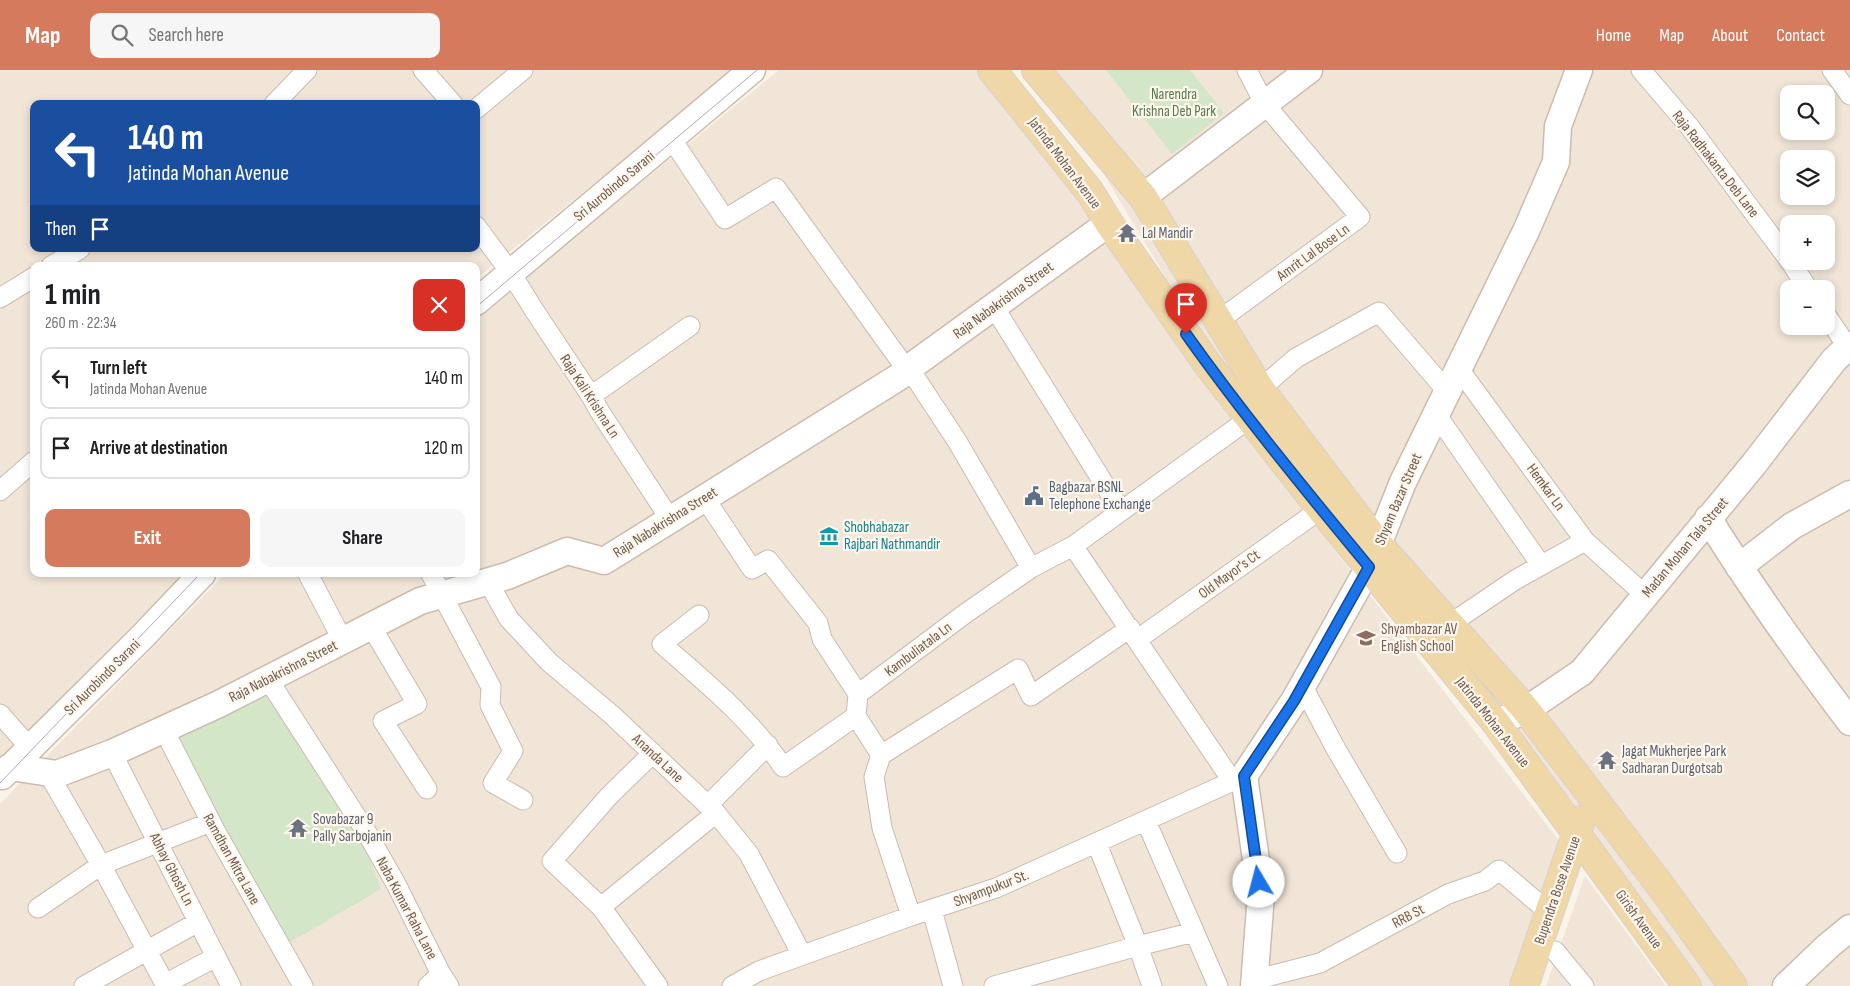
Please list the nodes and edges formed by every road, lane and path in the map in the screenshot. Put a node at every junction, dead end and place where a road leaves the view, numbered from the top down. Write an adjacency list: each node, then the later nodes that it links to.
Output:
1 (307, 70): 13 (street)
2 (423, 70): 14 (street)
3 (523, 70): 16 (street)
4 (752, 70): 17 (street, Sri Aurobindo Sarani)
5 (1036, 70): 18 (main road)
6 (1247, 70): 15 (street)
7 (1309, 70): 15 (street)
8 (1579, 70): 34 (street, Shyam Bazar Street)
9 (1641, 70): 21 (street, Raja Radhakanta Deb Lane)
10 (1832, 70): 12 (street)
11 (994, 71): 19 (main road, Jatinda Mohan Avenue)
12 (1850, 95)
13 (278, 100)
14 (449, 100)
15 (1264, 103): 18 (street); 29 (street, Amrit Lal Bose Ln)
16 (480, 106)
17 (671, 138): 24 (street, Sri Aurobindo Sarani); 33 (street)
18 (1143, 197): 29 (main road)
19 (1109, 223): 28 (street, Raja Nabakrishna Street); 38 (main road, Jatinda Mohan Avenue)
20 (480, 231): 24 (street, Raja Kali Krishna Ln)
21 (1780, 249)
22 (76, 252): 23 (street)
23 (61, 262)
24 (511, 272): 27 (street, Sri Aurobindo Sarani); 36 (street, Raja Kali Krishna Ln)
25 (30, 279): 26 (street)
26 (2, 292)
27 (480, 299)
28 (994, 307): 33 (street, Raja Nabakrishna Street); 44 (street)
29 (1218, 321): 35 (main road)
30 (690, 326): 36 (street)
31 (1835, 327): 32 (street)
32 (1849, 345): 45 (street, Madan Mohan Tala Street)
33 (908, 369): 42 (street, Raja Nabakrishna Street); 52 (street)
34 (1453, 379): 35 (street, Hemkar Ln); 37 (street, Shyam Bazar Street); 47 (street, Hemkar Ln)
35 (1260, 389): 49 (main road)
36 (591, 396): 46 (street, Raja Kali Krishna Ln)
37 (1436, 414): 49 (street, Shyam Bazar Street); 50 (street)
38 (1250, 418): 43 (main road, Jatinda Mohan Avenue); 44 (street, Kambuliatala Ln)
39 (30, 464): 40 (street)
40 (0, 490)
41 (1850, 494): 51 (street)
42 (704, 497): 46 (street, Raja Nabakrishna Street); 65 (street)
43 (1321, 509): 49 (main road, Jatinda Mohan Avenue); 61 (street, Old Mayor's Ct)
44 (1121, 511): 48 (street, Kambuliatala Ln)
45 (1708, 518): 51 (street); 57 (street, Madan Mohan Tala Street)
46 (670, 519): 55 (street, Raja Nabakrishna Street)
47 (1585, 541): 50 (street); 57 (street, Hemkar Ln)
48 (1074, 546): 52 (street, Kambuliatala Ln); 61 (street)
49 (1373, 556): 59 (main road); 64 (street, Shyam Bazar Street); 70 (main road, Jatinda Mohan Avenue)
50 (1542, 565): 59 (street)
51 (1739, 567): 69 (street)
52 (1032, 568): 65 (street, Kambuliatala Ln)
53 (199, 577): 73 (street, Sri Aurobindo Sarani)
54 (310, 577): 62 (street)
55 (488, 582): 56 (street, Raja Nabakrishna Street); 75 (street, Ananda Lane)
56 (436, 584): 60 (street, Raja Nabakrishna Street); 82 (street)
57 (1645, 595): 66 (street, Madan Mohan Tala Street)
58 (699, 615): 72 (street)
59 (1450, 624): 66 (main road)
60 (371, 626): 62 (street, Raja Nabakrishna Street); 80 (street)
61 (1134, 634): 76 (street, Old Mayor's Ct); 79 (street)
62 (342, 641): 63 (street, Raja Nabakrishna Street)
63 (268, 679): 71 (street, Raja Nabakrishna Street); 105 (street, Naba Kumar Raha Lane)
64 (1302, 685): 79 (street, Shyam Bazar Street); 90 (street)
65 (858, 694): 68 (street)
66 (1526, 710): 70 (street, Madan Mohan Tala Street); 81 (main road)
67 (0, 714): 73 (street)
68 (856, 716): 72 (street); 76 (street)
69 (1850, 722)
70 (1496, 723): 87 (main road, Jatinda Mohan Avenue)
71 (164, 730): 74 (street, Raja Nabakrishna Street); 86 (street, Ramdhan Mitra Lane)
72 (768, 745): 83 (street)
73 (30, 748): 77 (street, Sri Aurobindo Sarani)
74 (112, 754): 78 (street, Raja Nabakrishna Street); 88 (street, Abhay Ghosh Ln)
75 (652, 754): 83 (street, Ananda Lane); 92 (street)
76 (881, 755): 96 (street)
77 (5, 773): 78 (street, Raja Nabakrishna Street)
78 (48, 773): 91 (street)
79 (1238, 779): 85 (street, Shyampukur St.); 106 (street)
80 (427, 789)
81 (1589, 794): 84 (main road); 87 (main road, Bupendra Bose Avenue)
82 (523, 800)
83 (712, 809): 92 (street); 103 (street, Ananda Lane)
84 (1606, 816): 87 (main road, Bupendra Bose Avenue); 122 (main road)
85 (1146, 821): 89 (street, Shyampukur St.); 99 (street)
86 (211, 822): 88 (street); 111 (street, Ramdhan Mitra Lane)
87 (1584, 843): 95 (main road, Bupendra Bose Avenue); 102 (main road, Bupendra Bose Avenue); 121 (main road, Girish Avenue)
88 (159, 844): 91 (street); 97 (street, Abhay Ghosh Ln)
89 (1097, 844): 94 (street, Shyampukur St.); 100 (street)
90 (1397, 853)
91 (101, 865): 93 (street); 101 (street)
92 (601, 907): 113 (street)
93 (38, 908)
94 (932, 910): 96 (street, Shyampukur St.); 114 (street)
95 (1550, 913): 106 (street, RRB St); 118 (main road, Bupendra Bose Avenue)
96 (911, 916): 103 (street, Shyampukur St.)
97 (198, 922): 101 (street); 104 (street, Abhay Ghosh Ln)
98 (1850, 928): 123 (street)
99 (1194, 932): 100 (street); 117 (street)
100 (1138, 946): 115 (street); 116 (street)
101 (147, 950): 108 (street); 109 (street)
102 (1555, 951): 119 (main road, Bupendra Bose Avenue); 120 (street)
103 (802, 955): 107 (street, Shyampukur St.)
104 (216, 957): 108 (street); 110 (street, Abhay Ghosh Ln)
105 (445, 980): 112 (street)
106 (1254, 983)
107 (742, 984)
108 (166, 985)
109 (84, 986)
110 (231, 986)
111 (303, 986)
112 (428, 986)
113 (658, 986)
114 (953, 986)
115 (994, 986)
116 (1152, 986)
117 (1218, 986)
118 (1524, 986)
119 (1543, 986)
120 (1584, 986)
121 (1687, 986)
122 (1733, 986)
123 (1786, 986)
■ ■ ■
- Directions: For the material above, the answer must be only the number of lines holding the word "Bazar".

- Response area: 5